You know what I feel like writing about?

This seems stupid, with all the millions of blogs out there, but I feel like I can’t find any blogs I want to read.  I do pathetic google searches, those end up being lame, only one or two posts actually interest me.  Then I started thinking, what do I want to read from a blogger?  I’m not really sure.  I just want some sort of balance or humor, truth, inspiration, not too long or to short of posts, not too many pictures or videos, intelligence, well-written but not rude sounding, goofy, etc.  Is that too much to ask for?  I try shopping for blogs I want to read, but I can’t seem to find any.  Maybe I will do some more blog shopping on wordpress. 

Yeah, I think I will do that for a while.  I am done writing I think, I have nothing more to say right now anyway.

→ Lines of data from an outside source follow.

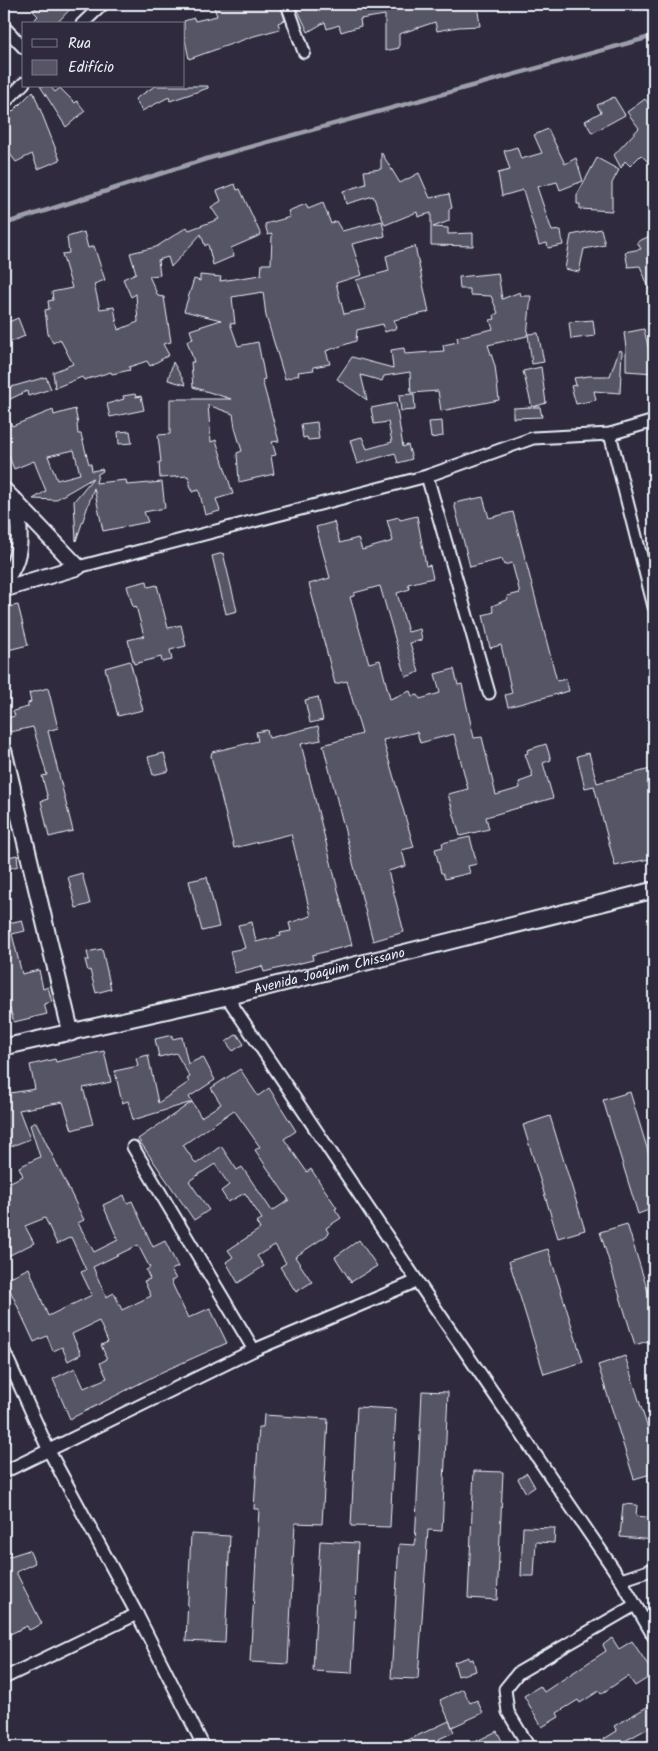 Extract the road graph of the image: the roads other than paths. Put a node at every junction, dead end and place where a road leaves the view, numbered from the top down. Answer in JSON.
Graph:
{"nodes":[{"id":1,"x":103,"y":4,"type":"edge"},
{"id":2,"x":287,"y":4,"type":"edge"},
{"id":3,"x":84,"y":22,"type":"edge"},
{"id":4,"x":4,"y":27,"type":"edge"},
{"id":5,"x":22,"y":46,"type":"edge"},
{"id":6,"x":304,"y":52,"type":"dead end"},
{"id":7,"x":22,"y":84,"type":"edge"},
{"id":8,"x":4,"y":103,"type":"edge"},
{"id":9,"x":654,"y":421,"type":"edge"},
{"id":10,"x":610,"y":434,"type":"junction"},
{"id":11,"x":427,"y":476,"type":"junction"},
{"id":12,"x":4,"y":490,"type":"edge"},
{"id":13,"x":16,"y":501,"type":"junction"},
{"id":14,"x":78,"y":567,"type":"junction"},
{"id":15,"x":4,"y":580,"type":"edge"},
{"id":16,"x":4,"y":589,"type":"edge"},
{"id":17,"x":654,"y":607,"type":"edge"},
{"id":18,"x":489,"y":693,"type":"dead end"},
{"id":19,"x":4,"y":752,"type":"edge"},
{"id":20,"x":652,"y":894,"type":"edge"},
{"id":21,"x":227,"y":997,"type":"junction"},
{"id":22,"x":71,"y":1033,"type":"junction"},
{"id":23,"x":4,"y":1048,"type":"edge"},
{"id":24,"x":133,"y":1147,"type":"dead end"},
{"id":25,"x":417,"y":1281,"type":"junction"},
{"id":26,"x":254,"y":1350,"type":"junction"},
{"id":27,"x":4,"y":1351,"type":"edge"},
{"id":28,"x":49,"y":1451,"type":"junction"},
{"id":29,"x":4,"y":1472,"type":"edge"},
{"id":30,"x":654,"y":1569,"type":"edge"},
{"id":31,"x":621,"y":1580,"type":"junction"},
{"id":32,"x":635,"y":1605,"type":"junction"},
{"id":33,"x":137,"y":1614,"type":"junction"},
{"id":34,"x":654,"y":1637,"type":"edge"},
{"id":35,"x":4,"y":1678,"type":"edge"},
{"id":36,"x":204,"y":1747,"type":"edge"},
{"id":37,"x":529,"y":1747,"type":"edge"}],
"edges":[{"from":1,"to":3,"type":"street"},
{"from":2,"to":6,"type":"street"},
{"from":4,"to":5,"type":"street"},
{"from":7,"to":8,"type":"street"},
{"from":9,"to":10,"type":"street"},
{"from":10,"to":11,"type":"street"},
{"from":10,"to":17,"type":"street"},
{"from":11,"to":14,"type":"street"},
{"from":11,"to":18,"type":"street"},
{"from":12,"to":13,"type":"street"},
{"from":13,"to":14,"type":"street"},
{"from":13,"to":15,"type":"street"},
{"from":14,"to":16,"type":"street"},
{"from":19,"to":22,"type":"street"},
{"from":20,"to":21,"type":"street","name":"Avenida Joaquim Chissano"},
{"from":21,"to":22,"type":"street","name":"Avenida Joaquim Chissano"},
{"from":21,"to":25,"type":"street"},
{"from":22,"to":23,"type":"street","name":"Avenida Joaquim Chissano"},
{"from":24,"to":26,"type":"street"},
{"from":25,"to":26,"type":"street"},
{"from":25,"to":31,"type":"street"},
{"from":26,"to":28,"type":"street"},
{"from":27,"to":28,"type":"street"},
{"from":28,"to":29,"type":"street"},
{"from":28,"to":33,"type":"street"},
{"from":30,"to":31,"type":"street"},
{"from":31,"to":32,"type":"street"},
{"from":32,"to":34,"type":"street"},
{"from":32,"to":37,"type":"street"},
{"from":33,"to":35,"type":"street"},
{"from":33,"to":36,"type":"street"}]}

Except I am trying to listen to more of the Gorillaz, I realized I listen to MUSE waaaaay too  much, and I am going to get sick of them if I don’t get into another group.  I like their music, pretty chill and easy to listen to, with some variety.  For a music person, I really don’t listen to a lot of groups, I need to.  By the way, I recently started loving Stevie Wonder again.

Later,

Kelsey.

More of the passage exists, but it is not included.